Contrairement à ce que l’on pense, la Shoah est encore un passé qui ne passe pas, bien que le souvenir soit encore très vif  dans les mémoires, et pas seulement juives. À force de répéter que les Juifs sont des victimes, on finit par les poser en victimes par essence. Hélas, la Shoah, c’est d’abord le massacre systématique de pauvres gens, esseulés du monde et abandonnés de toute forme de compassion.

Si la Shoah n’a pas créé Israël, elle justifie l’existence de ce foyer national. Avant cette tragédie, les Juifs pouvaient envisager différentes modalités de vie ou de survie au sein d’un monde qui leur toujours été hostile : l’assimilation, le socialisme, le communisme…Quand bien-même l’assimilation reste un choix fait par de nombreux juifs, la réminiscence de la Shoah restera toujours assez forte pour rappeler aux Juifs (et même aux non Juifs) qu’il n’est pas mauvais d’avoir un État-Nation "au cas où" certains auraient, à nouveau, des poussées génocidaires.

À court terme, la Shoah a certes accéléré le processus de création d’Israël, mais à long terme, la Shoah a remis en question la viabilité de cet État.

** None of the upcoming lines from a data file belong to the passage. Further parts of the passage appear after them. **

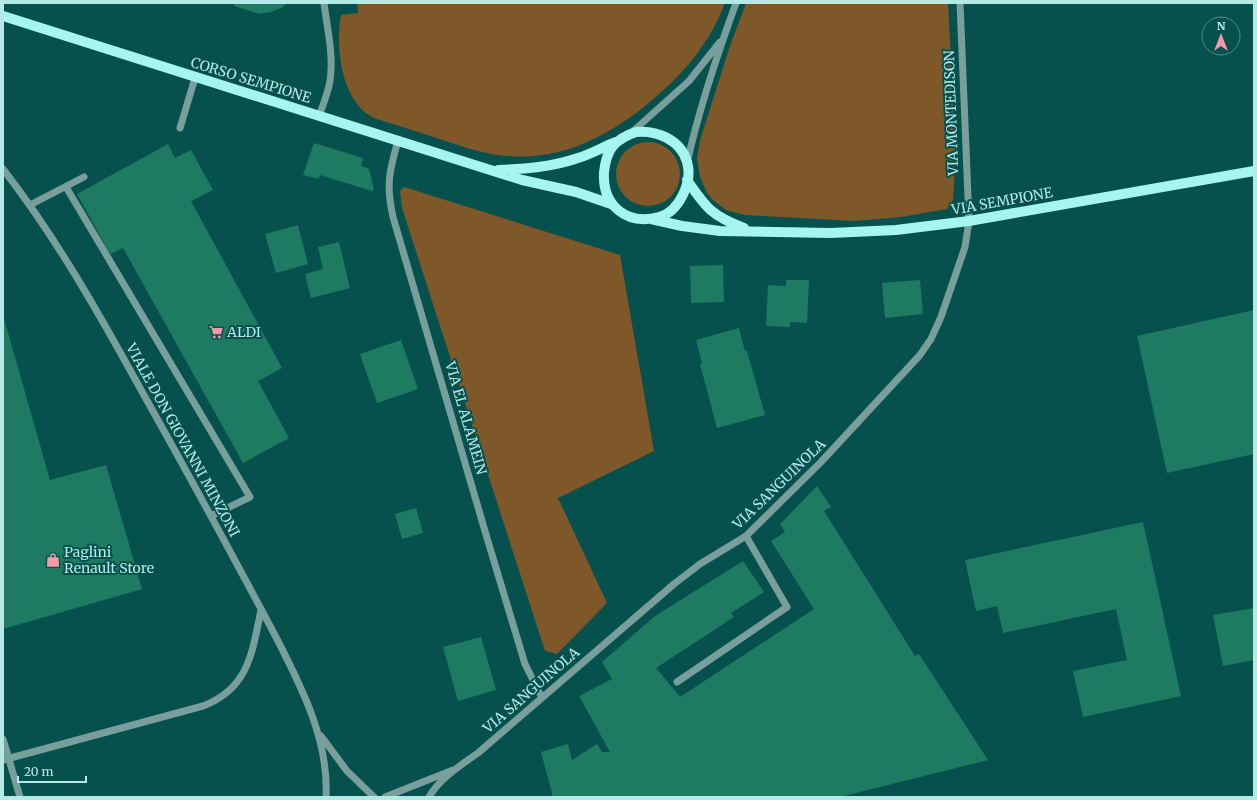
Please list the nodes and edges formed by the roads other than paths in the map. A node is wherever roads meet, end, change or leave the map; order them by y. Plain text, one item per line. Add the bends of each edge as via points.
1 (324, 3) edge
2 (736, 3) edge
3 (960, 3) edge
4 (3, 16) edge
5 (723, 39) junction
6 (195, 78) junction
7 (319, 116) junction
8 (180, 128) dead end
9 (629, 135) junction
10 (618, 141) junction
11 (398, 142) junction
12 (687, 163) junction
13 (3, 169) edge
14 (490, 170) junction
15 (1254, 172) edge
16 (84, 177) dead end
17 (687, 180) junction
18 (66, 187) junction
19 (611, 204) junction
20 (30, 205) junction
21 (651, 219) junction
22 (969, 221) junction
23 (752, 231) junction
24 (211, 516) junction
25 (746, 536) junction
26 (261, 610) junction
27 (677, 682) dead end
28 (542, 698) junction
29 (319, 735) junction
30 (3, 739) edge
31 (6, 759) edge
32 (457, 768) junction
33 (20, 797) edge
34 (326, 797) edge
35 (374, 797) edge
36 (385, 797) edge
37 (429, 797) edge

1 - 7 street via 331,70 328,90
2 - 5 street
3 - 22 street, VIA MONTEDISON
4 - 6 main road, CORSO SEMPIONE
5 - 9 street via 689,81
5 - 12 street
6 - 7 main road, CORSO SEMPIONE
6 - 8 street
7 - 11 main road, CORSO SEMPIONE
9 - 10 main road
9 - 12 main road via 643,132 662,135 678,147
10 - 14 main road, CORSO SEMPIONE via 562,163 524,169
10 - 19 main road via 608,153 604,167 605,190
11 - 14 main road, CORSO SEMPIONE
11 - 28 street, VIA EL ALAMEIN via 389,177 393,217 525,664
12 - 17 main road
13 - 20 street, VIALE DON GIOVANNI MINZONI
14 - 19 main road, CORSO SEMPIONE via 576,192
15 - 22 main road, VIA SEMPIONE
16 - 18 street
17 - 21 main road via 676,205 661,217
17 - 23 main road, VIA SEMPIONE via 712,213
18 - 20 street
18 - 24 street via 250,497
19 - 21 main road via 627,216
20 - 24 street, VIALE DON GIOVANNI MINZONI via 104,324
21 - 23 main road, VIA SEMPIONE via 700,229
22 - 23 main road, VIA SEMPIONE via 862,233
22 - 25 street, VIA SANGUINOLA via 964,247 943,310 926,347 821,462
24 - 26 street, VIALE DON GIOVANNI MINZONI
25 - 27 street via 787,607
25 - 28 street, VIA SANGUINOLA via 700,564 674,584
26 - 29 street, VIALE DON GIOVANNI MINZONI via 291,668
26 - 31 street via 248,664 236,683 220,698 203,706
28 - 32 street, VIA SANGUINOLA
29 - 34 street, VIALE DON GIOVANNI MINZONI via 326,772
29 - 35 street, VIALE DON GIOVANNI MINZONI via 347,771
30 - 31 street
31 - 33 street
32 - 36 street, VIA SANGUINOLA
32 - 37 street, VIA SANGUINOLA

Israël aurait dû être peuplé par les Juifs exterminés pendant la Shoah. Et heureusement qu’Israël a été créé, ne fut-ce que pour les Juifs des pays arabes. Ce n’est pas parce qu’Israël a été créé qu’ils ont quitté le monde arabe, mais bien parce que le nationalisme arabe n’a pas été capable d’intégrer des éléments hétérogènes dans des nations nouvellement indépendantes.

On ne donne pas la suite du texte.